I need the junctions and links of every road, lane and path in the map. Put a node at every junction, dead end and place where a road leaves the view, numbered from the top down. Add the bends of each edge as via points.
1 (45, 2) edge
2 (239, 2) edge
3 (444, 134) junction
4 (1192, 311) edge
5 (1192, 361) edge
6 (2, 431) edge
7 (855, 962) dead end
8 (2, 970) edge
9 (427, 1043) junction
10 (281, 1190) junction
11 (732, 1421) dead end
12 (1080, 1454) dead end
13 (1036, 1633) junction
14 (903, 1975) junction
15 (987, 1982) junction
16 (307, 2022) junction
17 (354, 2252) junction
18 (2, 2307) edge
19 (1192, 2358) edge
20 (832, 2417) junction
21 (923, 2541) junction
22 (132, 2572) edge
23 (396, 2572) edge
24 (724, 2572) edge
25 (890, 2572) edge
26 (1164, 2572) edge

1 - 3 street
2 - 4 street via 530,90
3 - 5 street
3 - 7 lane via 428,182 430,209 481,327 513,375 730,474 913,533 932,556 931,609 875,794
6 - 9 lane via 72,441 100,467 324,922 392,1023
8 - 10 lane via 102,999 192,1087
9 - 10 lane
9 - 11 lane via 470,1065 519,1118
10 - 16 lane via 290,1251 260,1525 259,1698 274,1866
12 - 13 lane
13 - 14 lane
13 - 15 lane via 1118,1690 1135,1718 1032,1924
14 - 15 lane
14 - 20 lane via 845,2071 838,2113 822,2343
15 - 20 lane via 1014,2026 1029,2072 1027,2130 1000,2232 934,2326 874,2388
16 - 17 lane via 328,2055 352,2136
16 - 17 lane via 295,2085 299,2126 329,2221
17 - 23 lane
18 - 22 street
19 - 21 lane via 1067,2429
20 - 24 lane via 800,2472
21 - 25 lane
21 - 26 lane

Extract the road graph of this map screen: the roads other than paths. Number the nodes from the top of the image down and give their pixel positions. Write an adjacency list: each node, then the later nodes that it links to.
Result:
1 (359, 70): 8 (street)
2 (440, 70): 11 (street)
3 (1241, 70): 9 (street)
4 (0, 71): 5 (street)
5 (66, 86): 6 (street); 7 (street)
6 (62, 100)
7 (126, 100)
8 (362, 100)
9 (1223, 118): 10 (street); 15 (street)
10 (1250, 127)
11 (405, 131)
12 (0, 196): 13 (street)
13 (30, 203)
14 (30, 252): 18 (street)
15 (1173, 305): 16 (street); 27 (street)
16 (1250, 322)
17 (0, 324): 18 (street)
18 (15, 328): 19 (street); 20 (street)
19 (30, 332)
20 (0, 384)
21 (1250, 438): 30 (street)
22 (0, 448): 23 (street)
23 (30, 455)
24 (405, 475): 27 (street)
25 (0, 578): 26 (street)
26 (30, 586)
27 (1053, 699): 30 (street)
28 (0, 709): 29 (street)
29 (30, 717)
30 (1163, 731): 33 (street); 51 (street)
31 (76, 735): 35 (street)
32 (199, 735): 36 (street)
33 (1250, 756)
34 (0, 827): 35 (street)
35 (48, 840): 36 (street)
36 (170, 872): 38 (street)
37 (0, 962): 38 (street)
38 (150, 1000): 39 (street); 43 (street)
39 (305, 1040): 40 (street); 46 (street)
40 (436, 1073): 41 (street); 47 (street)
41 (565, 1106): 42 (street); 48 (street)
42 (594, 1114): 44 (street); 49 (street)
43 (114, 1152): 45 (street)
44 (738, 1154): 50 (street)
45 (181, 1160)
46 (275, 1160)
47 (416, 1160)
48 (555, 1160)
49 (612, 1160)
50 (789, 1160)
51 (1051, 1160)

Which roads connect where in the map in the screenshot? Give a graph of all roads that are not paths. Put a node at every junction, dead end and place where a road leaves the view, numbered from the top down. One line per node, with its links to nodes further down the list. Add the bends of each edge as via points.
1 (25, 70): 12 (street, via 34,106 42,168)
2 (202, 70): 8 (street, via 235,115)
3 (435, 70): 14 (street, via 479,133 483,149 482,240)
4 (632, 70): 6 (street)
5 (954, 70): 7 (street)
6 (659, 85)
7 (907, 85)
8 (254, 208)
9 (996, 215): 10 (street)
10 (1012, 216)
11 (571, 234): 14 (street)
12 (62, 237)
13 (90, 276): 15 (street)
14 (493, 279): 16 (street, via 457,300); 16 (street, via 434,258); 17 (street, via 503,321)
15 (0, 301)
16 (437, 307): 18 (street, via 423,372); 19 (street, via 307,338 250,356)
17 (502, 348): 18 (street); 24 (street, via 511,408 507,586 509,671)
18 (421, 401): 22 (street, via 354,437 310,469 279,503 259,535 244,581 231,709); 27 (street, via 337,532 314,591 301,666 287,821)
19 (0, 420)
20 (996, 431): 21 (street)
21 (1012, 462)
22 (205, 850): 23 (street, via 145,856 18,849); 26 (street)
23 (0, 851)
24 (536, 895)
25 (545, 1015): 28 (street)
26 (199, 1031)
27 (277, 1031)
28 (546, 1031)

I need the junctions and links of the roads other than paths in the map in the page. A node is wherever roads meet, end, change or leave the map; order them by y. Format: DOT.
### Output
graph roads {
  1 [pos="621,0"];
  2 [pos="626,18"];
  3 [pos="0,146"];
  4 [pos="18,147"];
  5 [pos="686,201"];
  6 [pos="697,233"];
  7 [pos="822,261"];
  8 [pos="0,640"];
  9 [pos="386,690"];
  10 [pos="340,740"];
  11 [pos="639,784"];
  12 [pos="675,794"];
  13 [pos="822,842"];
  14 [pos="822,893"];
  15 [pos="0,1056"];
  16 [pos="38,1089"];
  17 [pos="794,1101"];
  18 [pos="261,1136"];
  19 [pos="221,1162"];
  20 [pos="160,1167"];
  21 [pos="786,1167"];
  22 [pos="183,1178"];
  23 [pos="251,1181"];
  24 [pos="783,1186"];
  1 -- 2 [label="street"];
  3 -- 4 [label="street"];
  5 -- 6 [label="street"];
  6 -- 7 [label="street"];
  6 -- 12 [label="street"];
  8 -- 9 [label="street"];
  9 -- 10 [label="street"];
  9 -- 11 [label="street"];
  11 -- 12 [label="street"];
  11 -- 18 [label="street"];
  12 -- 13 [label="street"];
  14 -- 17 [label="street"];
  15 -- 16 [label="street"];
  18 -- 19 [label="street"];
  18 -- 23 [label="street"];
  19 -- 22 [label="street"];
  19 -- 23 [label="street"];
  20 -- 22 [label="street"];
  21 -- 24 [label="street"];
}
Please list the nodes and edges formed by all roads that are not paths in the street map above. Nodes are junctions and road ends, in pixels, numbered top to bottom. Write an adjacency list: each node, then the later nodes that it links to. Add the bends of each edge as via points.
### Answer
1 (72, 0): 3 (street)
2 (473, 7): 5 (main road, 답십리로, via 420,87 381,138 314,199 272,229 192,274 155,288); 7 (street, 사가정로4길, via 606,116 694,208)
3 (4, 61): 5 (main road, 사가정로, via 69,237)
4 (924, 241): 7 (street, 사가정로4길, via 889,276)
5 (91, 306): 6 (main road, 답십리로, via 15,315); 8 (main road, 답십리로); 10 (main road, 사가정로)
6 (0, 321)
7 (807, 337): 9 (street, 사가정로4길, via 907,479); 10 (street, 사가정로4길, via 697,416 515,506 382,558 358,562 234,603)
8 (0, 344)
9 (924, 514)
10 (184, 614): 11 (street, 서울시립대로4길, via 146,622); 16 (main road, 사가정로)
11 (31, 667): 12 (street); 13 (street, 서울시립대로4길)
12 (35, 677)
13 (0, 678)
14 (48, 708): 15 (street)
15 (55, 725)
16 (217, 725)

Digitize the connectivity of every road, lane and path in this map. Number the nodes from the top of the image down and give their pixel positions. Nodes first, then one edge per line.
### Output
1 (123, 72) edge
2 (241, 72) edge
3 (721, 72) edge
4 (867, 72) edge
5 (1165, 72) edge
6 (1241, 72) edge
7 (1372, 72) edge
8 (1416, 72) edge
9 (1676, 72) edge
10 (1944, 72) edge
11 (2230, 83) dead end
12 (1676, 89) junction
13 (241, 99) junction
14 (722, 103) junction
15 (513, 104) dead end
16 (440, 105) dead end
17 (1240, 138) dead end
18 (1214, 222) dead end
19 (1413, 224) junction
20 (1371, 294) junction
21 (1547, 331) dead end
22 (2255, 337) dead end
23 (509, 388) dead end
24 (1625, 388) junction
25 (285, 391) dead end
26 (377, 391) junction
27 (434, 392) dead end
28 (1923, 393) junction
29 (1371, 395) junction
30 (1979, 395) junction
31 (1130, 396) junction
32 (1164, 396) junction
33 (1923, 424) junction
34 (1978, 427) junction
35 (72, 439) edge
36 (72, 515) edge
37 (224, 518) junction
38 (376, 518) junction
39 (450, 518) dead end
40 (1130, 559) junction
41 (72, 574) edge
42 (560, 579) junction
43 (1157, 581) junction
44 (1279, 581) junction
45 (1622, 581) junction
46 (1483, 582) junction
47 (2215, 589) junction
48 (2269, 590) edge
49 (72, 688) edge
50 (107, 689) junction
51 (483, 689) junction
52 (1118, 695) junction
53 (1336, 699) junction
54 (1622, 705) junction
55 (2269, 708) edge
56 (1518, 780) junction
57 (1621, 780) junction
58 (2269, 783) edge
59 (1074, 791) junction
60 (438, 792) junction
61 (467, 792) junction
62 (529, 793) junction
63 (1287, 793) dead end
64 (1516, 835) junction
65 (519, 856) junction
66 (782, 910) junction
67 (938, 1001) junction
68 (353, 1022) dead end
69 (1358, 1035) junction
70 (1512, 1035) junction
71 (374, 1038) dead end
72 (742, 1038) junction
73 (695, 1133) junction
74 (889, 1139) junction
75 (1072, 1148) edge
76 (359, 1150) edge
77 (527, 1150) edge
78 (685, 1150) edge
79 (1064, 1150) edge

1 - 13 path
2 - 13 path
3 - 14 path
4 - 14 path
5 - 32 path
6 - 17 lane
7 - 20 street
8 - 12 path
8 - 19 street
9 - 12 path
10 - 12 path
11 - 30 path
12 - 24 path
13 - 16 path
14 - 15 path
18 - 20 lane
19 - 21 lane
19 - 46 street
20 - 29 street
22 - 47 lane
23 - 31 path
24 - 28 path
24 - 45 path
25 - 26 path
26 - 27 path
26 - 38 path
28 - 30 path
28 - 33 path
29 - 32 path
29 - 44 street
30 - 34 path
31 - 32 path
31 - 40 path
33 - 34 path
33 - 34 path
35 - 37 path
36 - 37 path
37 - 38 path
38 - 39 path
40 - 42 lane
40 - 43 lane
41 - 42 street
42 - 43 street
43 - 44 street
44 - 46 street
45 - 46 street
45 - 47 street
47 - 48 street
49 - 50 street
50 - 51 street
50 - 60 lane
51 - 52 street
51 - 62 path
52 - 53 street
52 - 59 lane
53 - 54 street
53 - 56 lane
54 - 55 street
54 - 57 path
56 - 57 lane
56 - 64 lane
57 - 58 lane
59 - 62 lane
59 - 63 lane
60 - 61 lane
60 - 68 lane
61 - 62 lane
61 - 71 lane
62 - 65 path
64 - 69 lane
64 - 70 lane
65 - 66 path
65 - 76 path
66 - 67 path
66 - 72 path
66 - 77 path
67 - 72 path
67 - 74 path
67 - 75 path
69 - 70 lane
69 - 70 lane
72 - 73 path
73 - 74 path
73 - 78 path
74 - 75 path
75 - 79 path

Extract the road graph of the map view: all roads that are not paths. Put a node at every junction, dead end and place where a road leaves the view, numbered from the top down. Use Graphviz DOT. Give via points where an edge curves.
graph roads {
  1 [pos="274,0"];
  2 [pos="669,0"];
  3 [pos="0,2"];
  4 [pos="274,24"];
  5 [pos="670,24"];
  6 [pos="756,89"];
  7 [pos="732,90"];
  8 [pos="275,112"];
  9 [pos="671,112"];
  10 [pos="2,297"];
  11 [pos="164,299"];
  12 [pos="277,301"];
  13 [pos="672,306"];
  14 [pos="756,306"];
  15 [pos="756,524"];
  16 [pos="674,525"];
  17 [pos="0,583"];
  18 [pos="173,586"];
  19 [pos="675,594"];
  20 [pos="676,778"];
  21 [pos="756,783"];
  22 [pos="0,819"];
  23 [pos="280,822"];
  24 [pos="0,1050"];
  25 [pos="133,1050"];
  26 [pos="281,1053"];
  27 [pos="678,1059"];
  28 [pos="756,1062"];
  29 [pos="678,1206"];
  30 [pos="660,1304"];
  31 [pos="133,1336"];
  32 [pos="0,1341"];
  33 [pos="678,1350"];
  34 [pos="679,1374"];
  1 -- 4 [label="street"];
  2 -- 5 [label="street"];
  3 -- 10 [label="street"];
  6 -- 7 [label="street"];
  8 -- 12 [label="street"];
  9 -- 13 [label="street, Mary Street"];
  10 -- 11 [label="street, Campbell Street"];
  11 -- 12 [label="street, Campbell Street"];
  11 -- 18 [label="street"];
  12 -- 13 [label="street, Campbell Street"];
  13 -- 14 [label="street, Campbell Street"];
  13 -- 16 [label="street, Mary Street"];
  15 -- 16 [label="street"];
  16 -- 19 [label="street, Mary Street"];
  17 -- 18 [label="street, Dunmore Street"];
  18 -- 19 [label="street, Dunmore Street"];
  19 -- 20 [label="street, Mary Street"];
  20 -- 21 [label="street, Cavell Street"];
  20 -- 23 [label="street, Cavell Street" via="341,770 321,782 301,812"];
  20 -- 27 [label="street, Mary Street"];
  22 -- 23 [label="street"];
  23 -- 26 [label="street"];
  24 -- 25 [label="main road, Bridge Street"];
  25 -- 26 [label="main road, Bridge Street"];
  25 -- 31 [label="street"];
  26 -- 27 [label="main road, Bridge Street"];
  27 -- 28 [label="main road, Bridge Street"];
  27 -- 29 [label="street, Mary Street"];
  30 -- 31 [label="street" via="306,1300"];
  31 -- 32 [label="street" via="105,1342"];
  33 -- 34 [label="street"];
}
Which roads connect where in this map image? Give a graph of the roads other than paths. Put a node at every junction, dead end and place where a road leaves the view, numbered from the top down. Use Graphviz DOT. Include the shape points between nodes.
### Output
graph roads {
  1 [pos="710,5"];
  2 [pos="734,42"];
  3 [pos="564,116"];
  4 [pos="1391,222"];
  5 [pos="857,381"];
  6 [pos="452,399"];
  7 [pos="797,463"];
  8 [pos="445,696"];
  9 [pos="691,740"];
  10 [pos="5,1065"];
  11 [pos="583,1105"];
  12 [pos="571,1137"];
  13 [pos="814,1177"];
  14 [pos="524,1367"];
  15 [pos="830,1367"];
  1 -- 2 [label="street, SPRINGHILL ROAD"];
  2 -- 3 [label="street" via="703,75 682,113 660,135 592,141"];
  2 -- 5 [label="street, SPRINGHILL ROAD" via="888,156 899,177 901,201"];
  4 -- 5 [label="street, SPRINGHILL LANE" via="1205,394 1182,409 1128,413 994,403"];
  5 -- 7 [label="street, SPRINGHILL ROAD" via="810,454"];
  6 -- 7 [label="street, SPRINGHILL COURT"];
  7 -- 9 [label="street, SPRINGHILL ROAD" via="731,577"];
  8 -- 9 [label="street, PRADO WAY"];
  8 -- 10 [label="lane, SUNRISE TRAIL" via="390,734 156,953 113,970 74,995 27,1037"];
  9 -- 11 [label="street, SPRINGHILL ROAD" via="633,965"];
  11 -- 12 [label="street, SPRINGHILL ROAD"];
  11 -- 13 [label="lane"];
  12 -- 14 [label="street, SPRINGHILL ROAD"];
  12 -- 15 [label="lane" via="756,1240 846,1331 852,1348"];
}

┄┄┄┄┄┄

Exercise
Which lines above hold the word "list"? Copy each of them.

Output of the exercise
Extract the road graph of this map screen: the roads other than paths. Number the nodes from the top of the image down and give their pixel positions. Write an adjacency list: each node, then the later nodes that it links to.
Which roads connect where in the map in the screenshot? Give a graph of all roads that are not paths. Put a node at every junction, dead end and place where a road leaves the view, numbered from the top down. One line per node, with its links to nodes further down the list. Add the bends of each edge as via points.
Please list the nodes and edges formed by all roads that are not paths in the street map above. Nodes are junctions and road ends, in pixels, numbered top to bottom. Write an adjacency list: each node, then the later nodes that it links to. Add the bends of each edge as via points.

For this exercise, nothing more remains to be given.